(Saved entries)

Content starts

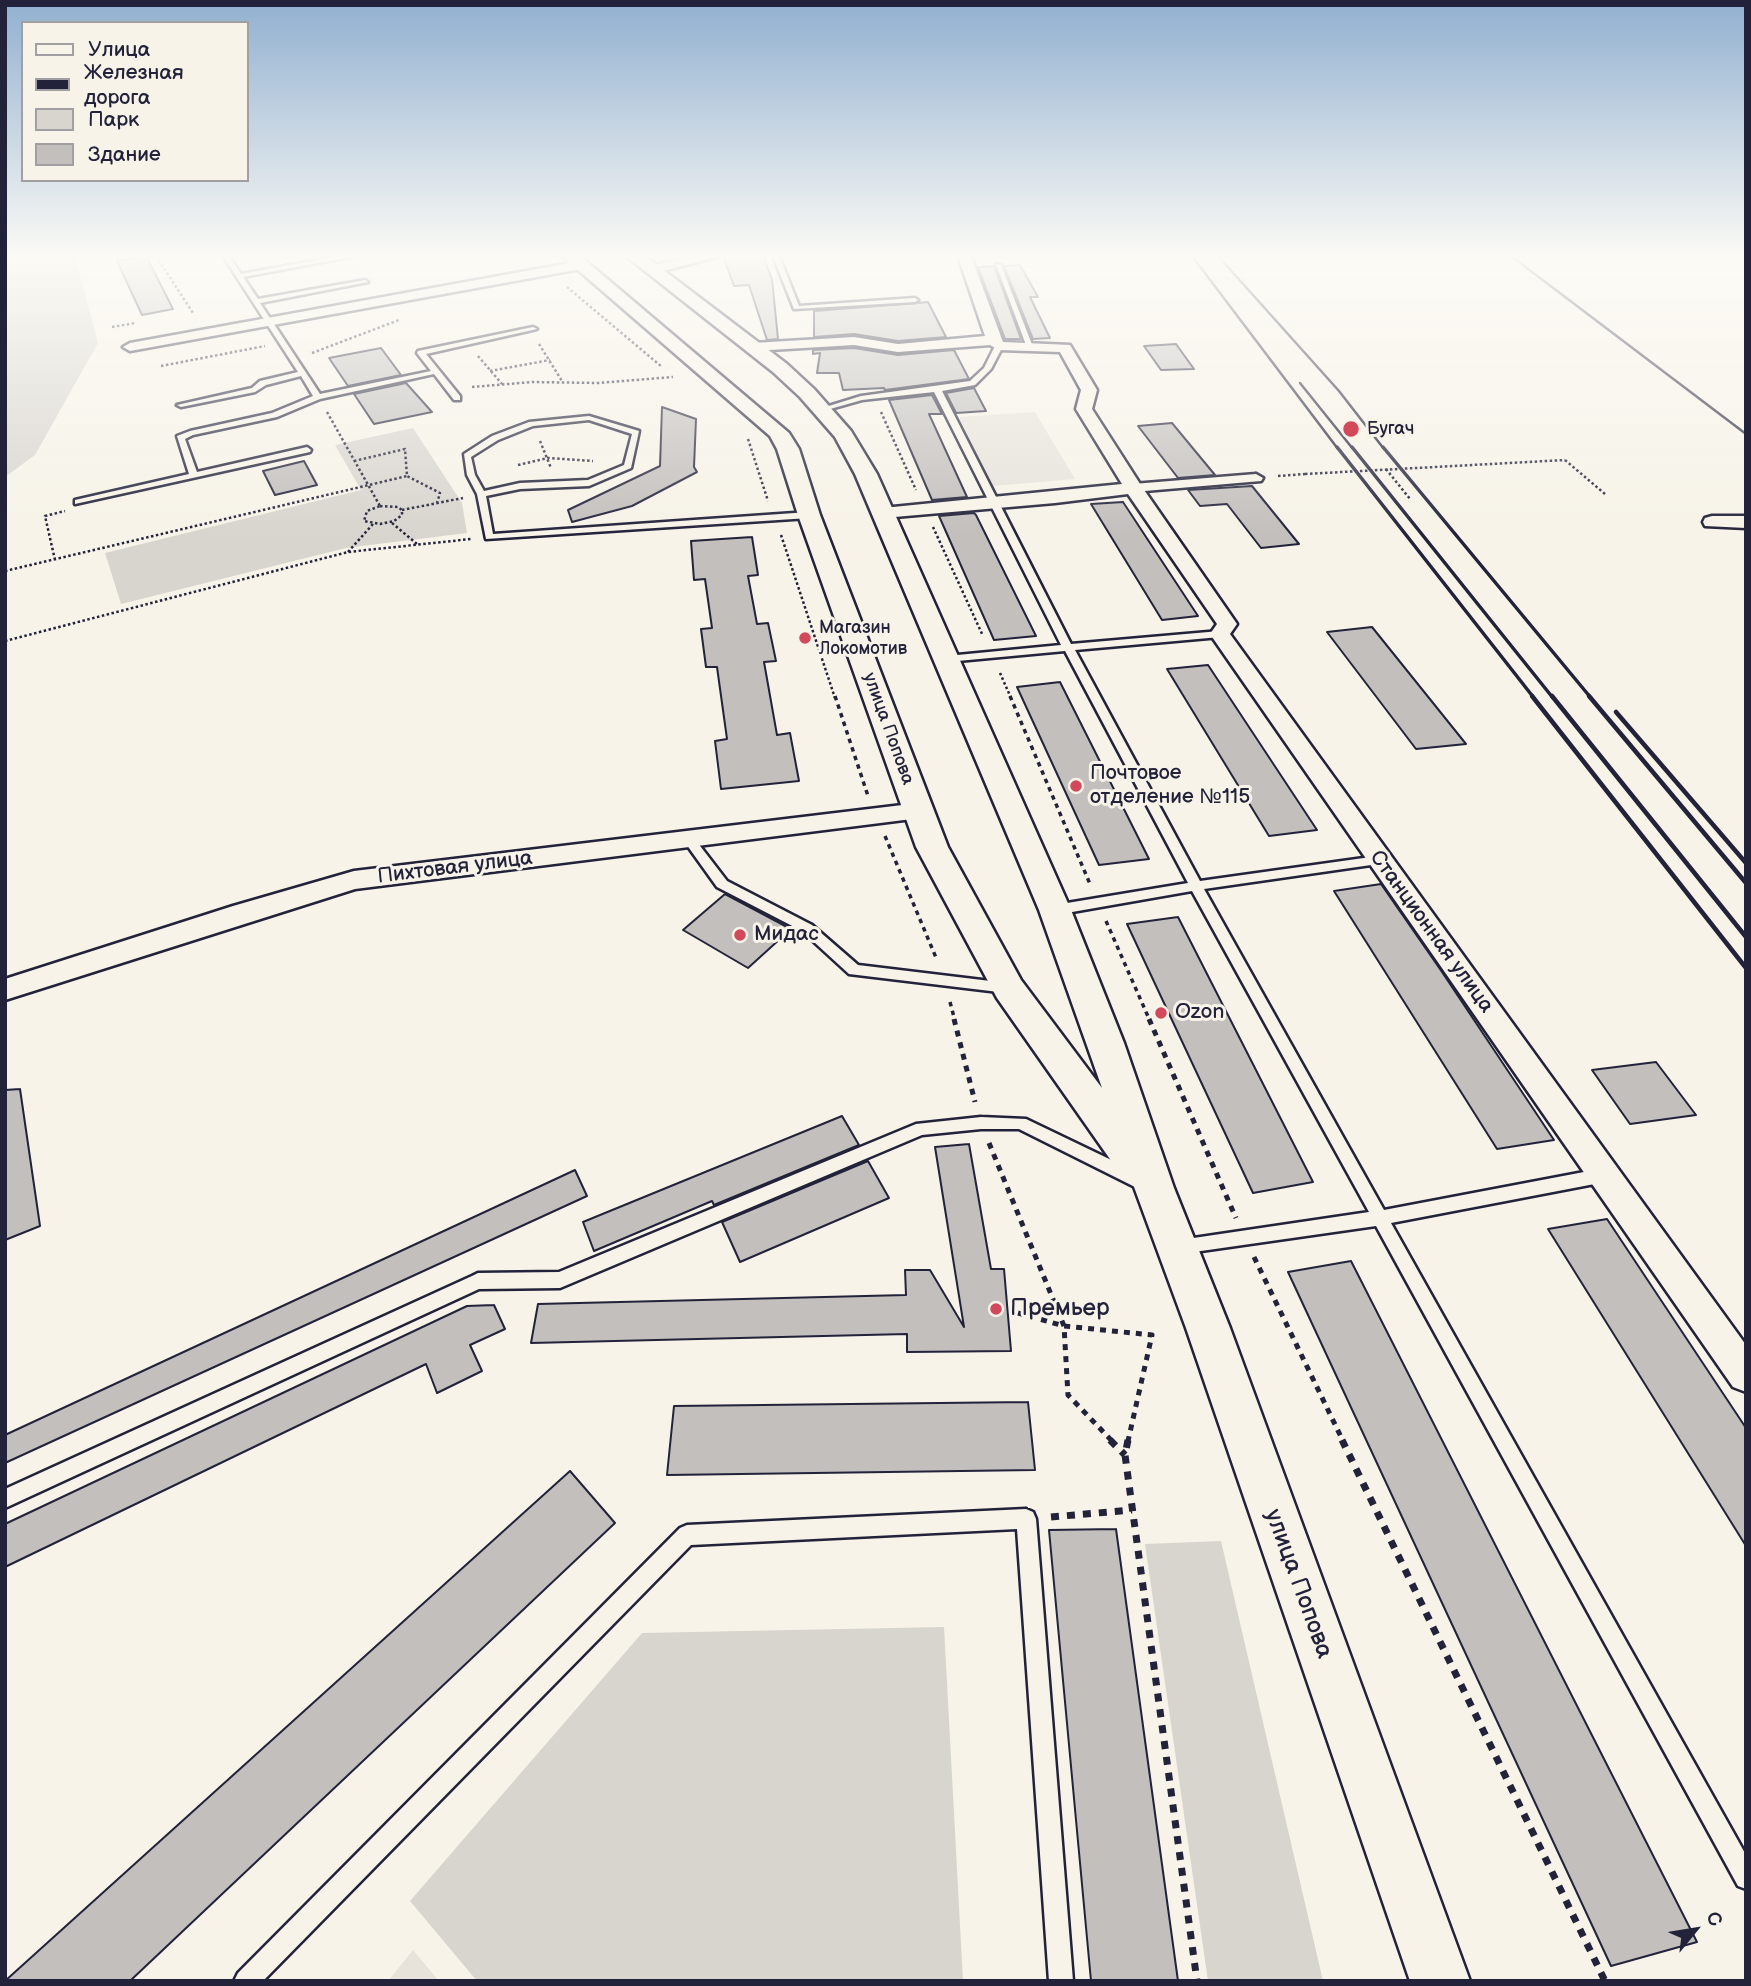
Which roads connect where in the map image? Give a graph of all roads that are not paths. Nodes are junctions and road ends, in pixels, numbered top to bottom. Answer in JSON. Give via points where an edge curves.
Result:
{"nodes":[{"id":1,"x":288,"y":349,"type":"edge"},
{"id":2,"x":440,"y":349,"type":"edge"},
{"id":3,"x":698,"y":349,"type":"edge"},
{"id":4,"x":755,"y":349,"type":"edge"},
{"id":5,"x":995,"y":349,"type":"edge"},
{"id":6,"x":1065,"y":349,"type":"edge"},
{"id":7,"x":435,"y":372,"type":"junction"},
{"id":8,"x":304,"y":373,"type":"junction"},
{"id":9,"x":937,"y":389,"type":"junction"},
{"id":10,"x":457,"y":398,"type":"dead end"},
{"id":11,"x":320,"y":401,"type":"junction"},
{"id":12,"x":181,"y":405,"type":"dead end"},
{"id":13,"x":823,"y":409,"type":"junction"},
{"id":14,"x":307,"y":450,"type":"dead end"},
{"id":15,"x":194,"y":475,"type":"junction"},
{"id":16,"x":1256,"y":478,"type":"dead end"},
{"id":17,"x":1133,"y":488,"type":"junction"},
{"id":18,"x":481,"y":494,"type":"junction"},
{"id":19,"x":78,"y":502,"type":"road end"},
{"id":20,"x":995,"y":503,"type":"junction"},
{"id":21,"x":883,"y":513,"type":"junction"},
{"id":22,"x":809,"y":515,"type":"junction"},
{"id":23,"x":1746,"y":522,"type":"edge"},
{"id":24,"x":1712,"y":523,"type":"dead end"},
{"id":25,"x":1220,"y":634,"type":"junction"},
{"id":26,"x":1068,"y":648,"type":"junction"},
{"id":27,"x":947,"y":659,"type":"junction"},
{"id":28,"x":919,"y":811,"type":"junction"},
{"id":29,"x":690,"y":841,"type":"junction"},
{"id":30,"x":1378,"y":860,"type":"junction"},
{"id":31,"x":1196,"y":886,"type":"junction"},
{"id":32,"x":1055,"y":910,"type":"junction"},
{"id":33,"x":1009,"y":989,"type":"junction"},
{"id":34,"x":5,"y":990,"type":"edge"},
{"id":35,"x":1606,"y":1175,"type":"junction"},
{"id":36,"x":1154,"y":1188,"type":"junction"},
{"id":37,"x":1381,"y":1218,"type":"junction"},
{"id":38,"x":1178,"y":1248,"type":"junction"},
{"id":39,"x":1746,"y":1375,"type":"edge"},
{"id":40,"x":5,"y":1499,"type":"edge"},
{"id":41,"x":1746,"y":1878,"type":"edge"},
{"id":42,"x":246,"y":1981,"type":"edge"},
{"id":43,"x":1060,"y":1981,"type":"edge"},
{"id":44,"x":1440,"y":1981,"type":"edge"}],
"edges":[{"from":1,"to":8,"type":"lane"},
{"from":2,"to":7,"type":"lane","via":[[421,353]]},
{"from":3,"to":22,"type":"street","name":"улица Попова","via":[[779,433]]},
{"from":4,"to":13,"type":"street","name":"улица Попова"},
{"from":5,"to":9,"type":"lane","via":[[987,369],[972,383]]},
{"from":6,"to":17,"type":"street","via":[[1089,390],[1084,409]]},
{"from":7,"to":10,"type":"lane"},
{"from":7,"to":11,"type":"lane"},
{"from":8,"to":11,"type":"lane"},
{"from":8,"to":12,"type":"lane","via":[[263,383],[255,390]]},
{"from":9,"to":13,"type":"lane","via":[[861,398]]},
{"from":9,"to":20,"type":"lane"},
{"from":11,"to":15,"type":"lane","via":[[180,438]]},
{"from":13,"to":21,"type":"street","name":"улица Попова","via":[[850,445]]},
{"from":14,"to":15,"type":"lane"},
{"from":15,"to":19,"type":"lane"},
{"from":16,"to":17,"type":"street"},
{"from":17,"to":20,"type":"street"},
{"from":17,"to":25,"type":"street","name":"Станционная улица","via":[[1227,624]]},
{"from":18,"to":18,"type":"lane","via":[[520,486],[589,483],[628,466],[636,433],[589,418],[532,424],[495,438],[467,456]]},
{"from":18,"to":22,"type":"lane","via":[[489,537]]},
{"from":20,"to":21,"type":"street"},
{"from":20,"to":26,"type":"lane"},
{"from":21,"to":27,"type":"street","name":"улица Попова"},
{"from":22,"to":28,"type":"street","name":"улица Попова"},
{"from":23,"to":24,"type":"street"},
{"from":25,"to":26,"type":"lane"},
{"from":25,"to":30,"type":"street","name":"Станционная улица"},
{"from":26,"to":27,"type":"lane"},
{"from":26,"to":31,"type":"lane"},
{"from":27,"to":32,"type":"street","name":"улица Попова"},
{"from":28,"to":29,"type":"street","name":"Пихтовая улица"},
{"from":28,"to":33,"type":"street","name":"улица Попова","via":[[932,848]]},
{"from":29,"to":33,"type":"lane","via":[[722,884],[807,928],[854,970]]},
{"from":29,"to":34,"type":"street","name":"Пихтовая улица","via":[[354,880]]},
{"from":30,"to":31,"type":"lane"},
{"from":30,"to":35,"type":"street","name":"Станционная улица"},
{"from":31,"to":32,"type":"lane"},
{"from":31,"to":37,"type":"lane"},
{"from":32,"to":36,"type":"street","name":"улица Попова"},
{"from":33,"to":36,"type":"street","name":"улица Попова"},
{"from":35,"to":37,"type":"lane"},
{"from":35,"to":39,"type":"street","name":"Станционная улица"},
{"from":36,"to":38,"type":"street","name":"улица Попова"},
{"from":36,"to":40,"type":"lane","via":[[1021,1123],[922,1129],[560,1280],[478,1281]]},
{"from":37,"to":38,"type":"lane"},
{"from":37,"to":41,"type":"lane"},
{"from":38,"to":44,"type":"street","name":"улица Попова"},
{"from":42,"to":43,"type":"lane","via":[[687,1535],[1026,1519]]}]}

Content ends

**Task brief:** Check each line of the records above, and copy those that hold the word "Пихтовая".

**Task response:**
{"from":28,"to":29,"type":"street","name":"Пихтовая улица"},
{"from":29,"to":34,"type":"street","name":"Пихтовая улица","via":[[354,880]]},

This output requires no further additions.